Ovviamente, questa logica non si applica alla guerra tra Russia e Ucraina. Per il NYT e per tutti i media occidentali mainstream, non ci sono dubbi su chi siano i buoni e i cattivi in questa sanguinosa battaglia.

I “militanti palestinesi” e i “terroristi” sono sempre stati i cattivi dell’Occidente.  Secondo la logica della loro copertura mediatica, Israele non lancia guerre non provocate contro i palestinesi e non è un occupante militare impenitente o un regime razzista di apartheid. Questo linguaggio può essere usato solo dai media marginali “radicali” e “di sinistra”, mai dal mainstream.

La breve introduzione dell’articolo del NYT parlava del crescente numero di vittime, ma non menzionava inizialmente che tra i 20 palestinesi uccisi ci fossero anche dei bambini, sottolineando invece che gli attacchi israeliani hanno ucciso un “leader militante”.


Screenshot del NYT


Quando nel secondo paragrafo vengono rivelati i sei bambini uccisi da Israele, l’articolo chiarisce immediatamente, e senza iniziare una nuova frase, che “Israele ha detto che alcuni civili morti sono il risultato di militanti che hanno nascosto armi in aree residenziali”, e che altri sono stati uccisi da “razzi palestinesi sparati male”.

Il 16 agosto, l’esercito israeliano ha finalmente ammesso di essere dietro gli attacchi che hanno ucciso i 5 giovani palestinesi di Jabaliya. Che il NYT ne abbia parlato o meno poco importa. Il danno è stato fatto, e questo era il piano di Israele fin dall’inizio.

Il titolo dell’articolo della BBC del 16 agosto, “I bambini di Gaza sono abituati alla morte e ai bombardamenti”, non nomina immediatamente i responsabili della “morte e dei bombardamenti”. Anche i portavoce militari israeliani, come scopriremo più avanti, sarebbero d’accordo con una simile affermazione, anche se daranno sempre la colpa ai “terroristi palestinesi”.

Quando alla fine la storia rivela che una bambina, Layan, è stata uccisa in un attacco israeliano, il linguaggio è stato accuratamente elaborato per diminuire la colpa dei suoi assassini israeliani. La bambina, ci viene detto, stava andando in spiaggia con la sua famiglia, quando il loro tuk-tuk “è passato vicino a un campo militare gestito dal gruppo militante della Jihad islamica palestinese”, che, “nel momento esatto, (…) è stato preso di mira dal fuoco israeliano”. L’autrice non dice nulla su come sia giunta alla conclusione che la famiglia non fosse il bersaglio.

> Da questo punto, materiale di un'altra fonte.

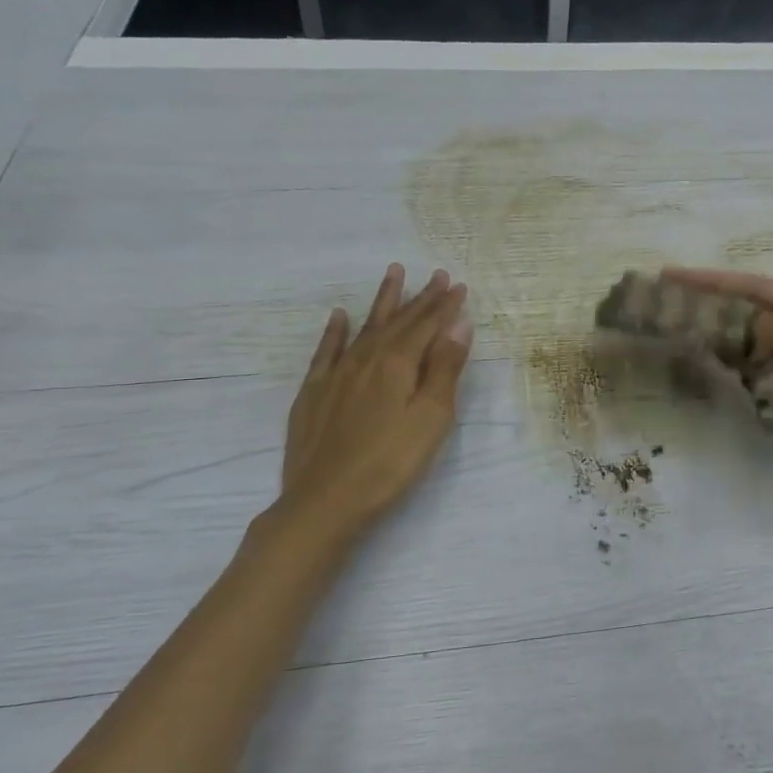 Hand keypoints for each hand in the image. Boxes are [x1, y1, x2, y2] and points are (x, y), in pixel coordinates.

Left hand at [275, 264, 473, 537]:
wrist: (326, 499)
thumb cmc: (390, 462)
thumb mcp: (431, 418)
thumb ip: (444, 368)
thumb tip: (458, 324)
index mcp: (398, 364)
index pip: (427, 325)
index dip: (445, 306)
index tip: (459, 285)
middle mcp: (366, 358)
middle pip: (399, 321)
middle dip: (421, 297)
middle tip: (437, 275)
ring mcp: (336, 373)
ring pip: (365, 326)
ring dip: (383, 301)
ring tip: (394, 274)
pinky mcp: (313, 392)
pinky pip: (326, 350)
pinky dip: (335, 330)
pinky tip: (339, 316)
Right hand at [661, 266, 772, 477]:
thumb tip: (746, 327)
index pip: (759, 286)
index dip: (713, 281)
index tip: (671, 275)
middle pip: (759, 308)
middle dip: (720, 307)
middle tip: (676, 306)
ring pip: (764, 340)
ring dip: (734, 340)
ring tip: (694, 336)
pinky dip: (752, 369)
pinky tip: (730, 371) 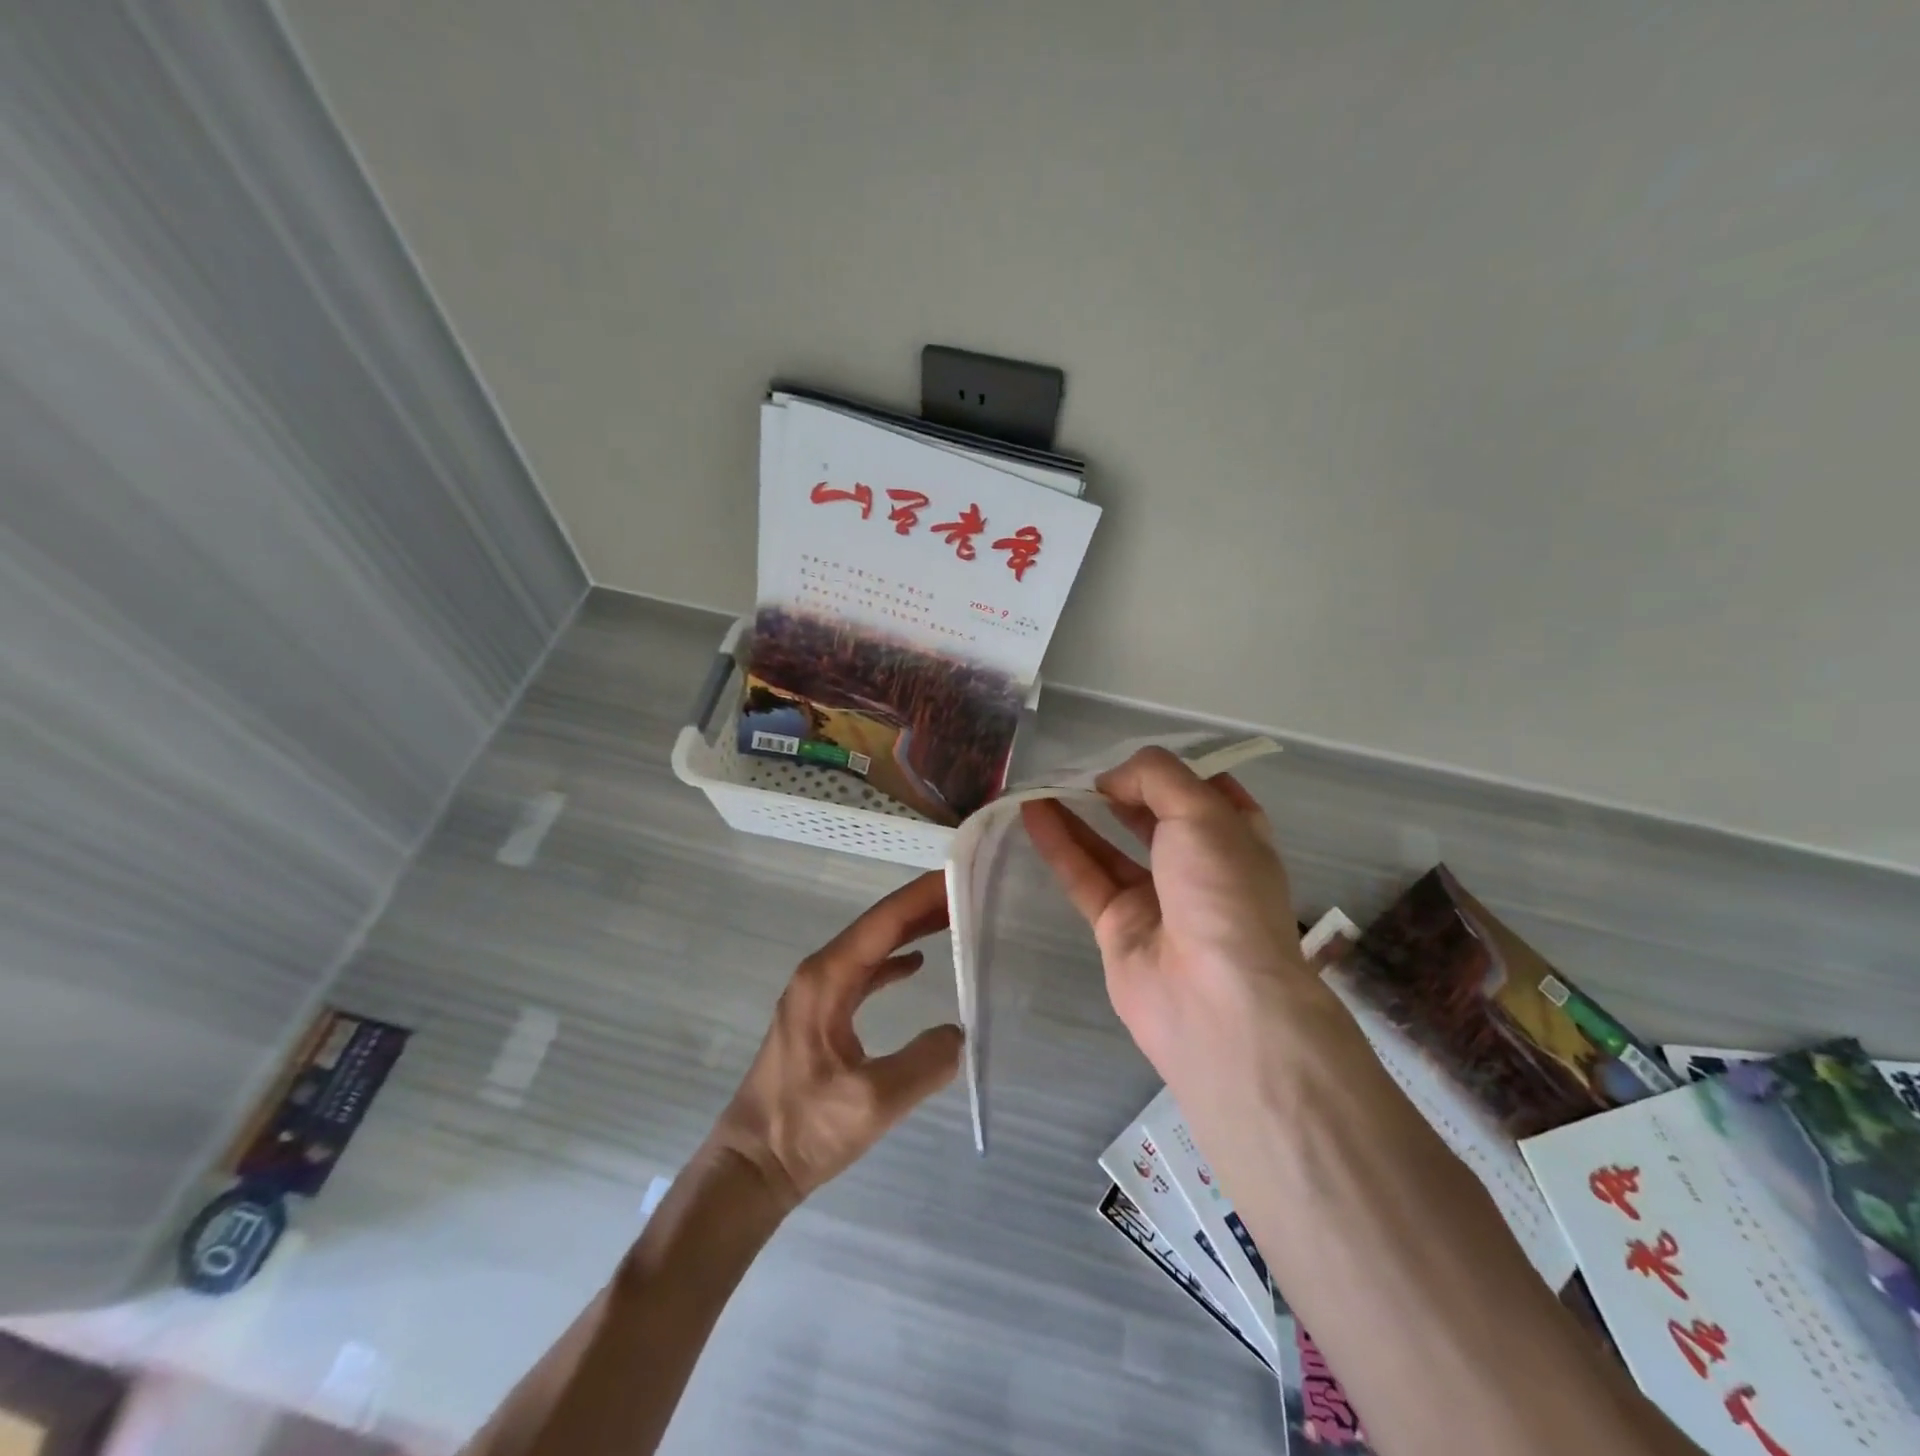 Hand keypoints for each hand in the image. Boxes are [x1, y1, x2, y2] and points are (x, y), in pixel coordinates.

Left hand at [704, 871, 963, 1214]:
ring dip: (910, 930)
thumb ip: (924, 1063)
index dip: (922, 896)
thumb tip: (960, 1033)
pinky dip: (893, 960)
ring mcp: (818, 992)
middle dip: (922, 906)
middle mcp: (820, 973)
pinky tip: (917, 962)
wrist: (752, 1166)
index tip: (960, 876)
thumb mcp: (873, 1102)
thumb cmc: (804, 1130)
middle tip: (968, 892)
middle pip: (878, 925)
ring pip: (872, 946)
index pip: (883, 921)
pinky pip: (864, 972)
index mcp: (827, 979)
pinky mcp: (822, 1014)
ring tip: (953, 918)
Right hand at [1021, 747, 1331, 1117]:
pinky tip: (1032, 811)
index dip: (1172, 770)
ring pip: (1110, 847)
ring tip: (1043, 782)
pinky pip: (1084, 876)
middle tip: (1082, 769)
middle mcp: (1198, 866)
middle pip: (1153, 817)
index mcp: (1235, 837)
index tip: (1135, 757)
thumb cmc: (1223, 892)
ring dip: (1079, 813)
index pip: (1205, 792)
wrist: (1215, 999)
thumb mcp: (1202, 812)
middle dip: (1120, 790)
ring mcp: (1156, 900)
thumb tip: (1111, 779)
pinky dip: (1059, 844)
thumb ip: (1155, 778)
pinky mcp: (1117, 927)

La guerra di Israele ai palestinesi

Screenshot BBC


Dalla storia si può facilmente dedurre che l’intenzione di Israele non era quella di uccidere Layan – e logicamente nessuno degli altri 17 bambini uccisi durante i tre giorni di guerra a Gaza. Inoltre, secondo la BBC, Israele ha cercato di salvare la bambina; ahimè, “una settimana di cure in un ospedale israeliano non è riuscita a salvarle la vita”.

Sebbene i politici israeliani abbiano parlato apertamente di uccidere i bambini palestinesi – e, nel caso dell’ex ministro della Giustizia israeliano Ayelet Shaked, “le madri palestinesi che partoriscono ‘piccoli serpenti'” – il rapporto della BBC, e altri rapporti sull’ultima guerra, non ne hanno fatto menzione. Invece, ha citato il Primo Ministro israeliano Yair Lapid, che avrebbe detto che “la morte di civili innocenti, specialmente di bambini, è straziante”. Per inciso, Lapid ha ordinato l’ultima guerra a Gaza, che ha ucciso un totale di 49 palestinesi.

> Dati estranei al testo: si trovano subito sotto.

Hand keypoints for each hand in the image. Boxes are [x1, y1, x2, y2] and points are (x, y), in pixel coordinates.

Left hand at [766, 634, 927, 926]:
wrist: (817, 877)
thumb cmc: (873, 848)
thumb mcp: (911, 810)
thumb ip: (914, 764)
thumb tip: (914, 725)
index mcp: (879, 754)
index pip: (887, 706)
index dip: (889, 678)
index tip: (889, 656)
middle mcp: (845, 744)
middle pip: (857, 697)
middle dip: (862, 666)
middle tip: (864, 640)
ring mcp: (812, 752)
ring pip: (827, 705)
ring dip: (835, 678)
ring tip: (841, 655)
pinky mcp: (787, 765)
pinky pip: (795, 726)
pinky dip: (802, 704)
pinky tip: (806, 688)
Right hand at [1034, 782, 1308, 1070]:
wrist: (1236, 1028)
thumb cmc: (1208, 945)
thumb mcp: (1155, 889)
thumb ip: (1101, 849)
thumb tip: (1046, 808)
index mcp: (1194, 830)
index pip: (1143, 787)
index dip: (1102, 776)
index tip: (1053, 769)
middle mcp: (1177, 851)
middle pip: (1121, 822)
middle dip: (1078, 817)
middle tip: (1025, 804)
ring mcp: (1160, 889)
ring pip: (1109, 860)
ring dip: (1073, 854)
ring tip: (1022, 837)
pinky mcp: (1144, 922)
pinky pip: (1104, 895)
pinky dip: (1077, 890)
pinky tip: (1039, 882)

Persino una storia di interesse umano su un bambino palestinese ucciso ha in qualche modo evitato il linguaggio che potrebbe incolpare Israele per la macabra uccisione di una bambina. Inoltre, la BBC si è sforzata di presentare Israele in una luce positiva, ricorrendo a citare la dichiarazione dell’esercito di occupazione che si è detto “devastato dalla morte (di Layan) e da quella di tutti i civili”.

Il NYT e la BBC sono stati scelti qui non perché siano i peggiori esempi di parzialità dei media occidentali, ma perché sono spesso citati come media “liberali”, se non “progressisti”. I loro resoconti, tuttavia, rappresentano una crisi in corso nel giornalismo occidentale, soprattutto per quanto riguarda la Palestina.

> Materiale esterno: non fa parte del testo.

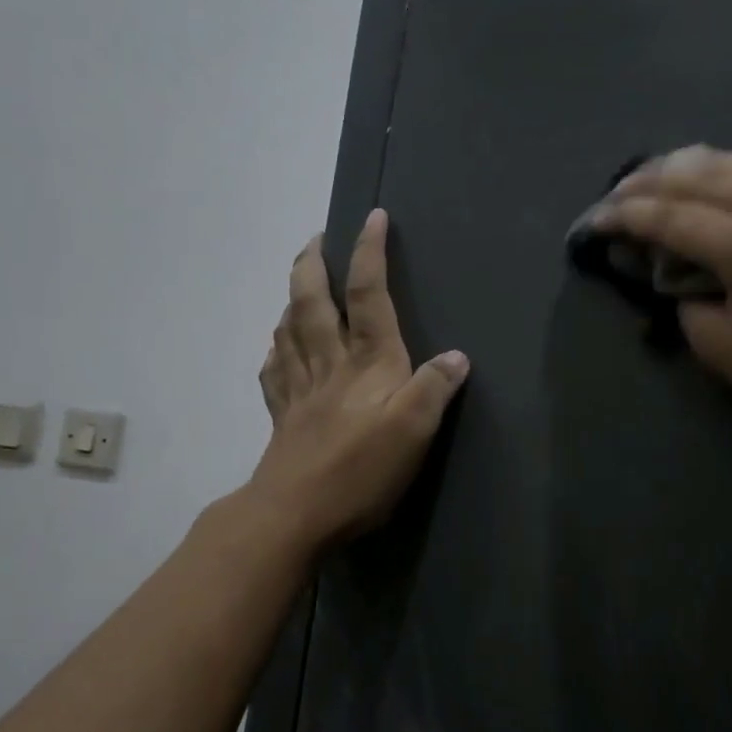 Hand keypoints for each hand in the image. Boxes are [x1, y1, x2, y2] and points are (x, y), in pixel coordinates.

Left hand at [249, 210, 469, 546]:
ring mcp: (299, 390)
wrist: (294, 514)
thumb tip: (456, 356)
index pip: (366, 294)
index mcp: (367, 362)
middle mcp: (329, 365)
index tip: (372, 217)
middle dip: (311, 264)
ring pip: (288, 330)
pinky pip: (274, 371)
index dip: (369, 253)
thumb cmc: (361, 470)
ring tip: (297, 284)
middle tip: (314, 239)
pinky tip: (277, 348)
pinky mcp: (283, 418)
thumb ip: (436, 388)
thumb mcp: (415, 429)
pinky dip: (275, 349)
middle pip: (311, 302)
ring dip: (291, 299)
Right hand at [592, 147, 731, 470]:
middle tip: (616, 194)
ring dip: (690, 167)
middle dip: (649, 181)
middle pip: (701, 175)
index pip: (671, 216)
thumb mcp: (719, 345)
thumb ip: (685, 294)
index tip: (594, 219)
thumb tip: (672, 266)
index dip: (625, 215)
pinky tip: (715, 179)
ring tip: (656, 175)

Sono stati scritti libri sull’argomento, sono state costituite organizzazioni della società civile per responsabilizzare i media occidentali e sono state organizzate numerose riunioni dei comitati editoriali per esercitare una certa pressione sugli editori occidentali, senza alcun risultato.

Disperati dalle immutabili narrazioni pro-Israele dei media occidentali, alcuni sostenitori dei diritti umani pro-Palestina spesso sostengono che ci sono maggiori margini all’interno dei media mainstream israeliani rispetto a quelli statunitensi, ad esempio. Anche questo è inesatto.

La definizione errata di media israeliani presumibilmente più equilibrati è il risultato diretto dell’incapacità di influenzare la copertura mediatica occidentale su Palestina e Israele. L’idea errata è spesso sostenuta dal fatto che un giornale israeliano, come Haaretz, concede spazi marginali alle voci critiche, come quelle dei giornalisti israeliani Gideon Levy e Amira Hass.

La propaganda israeliana, una delle più potenti e sofisticate al mondo, tuttavia, difficilmente può essere bilanciata da colonne occasionali scritte da qualche giornalista dissenziente.

Inoltre, Haaretz è spesso citato come esempio di giornalismo relativamente corretto, semplicemente perché le alternative – Times of Israel, Jerusalem Post e altri media israeliani di destra – sono esemplari per insensibilità, linguaggio distorto e fraintendimento dei fatti.

I pregiudizi pro-Israele dei media occidentali spesso si riversano sui media simpatizzanti della Palestina in tutto il Medio Oriente e nel resto del mondo, soprattutto quelli che riportano le notizie in inglese e francese.

Poiché molti giornali e piattaforme online utilizzano agenzie di stampa occidentali, spesso adottano inavvertitamente lo stesso linguaggio usato nelle fonti di notizie occidentali, dipingendo così i resistenti o i combattenti palestinesi come “militanti”, l’esercito di occupazione israeliano come “Forze di Difesa Israeliane” e la guerra israeliana a Gaza come “esplosioni di violenza”.

 

 

Nella sua totalità, questo linguaggio fraintende la lotta palestinese per la libertà come atti casuali di violenza all’interno di un “conflitto” prolungato in cui civili innocenti, come Layan, sono “presi nel fuoco incrociato”.

 

Le guerre mortali di Israele contro Gaza sono rese possibili non solo dalle armi e dal sostegno politico dell’Occidente, ma anche da un flusso infinito di disinformazione e travisamento da parte dei media. Sebbene Israele abbia ucciso migliaia di civili palestinesi negli ultimi anni, i media occidentali continuano a difendere Israele come se nulla fosse cambiato.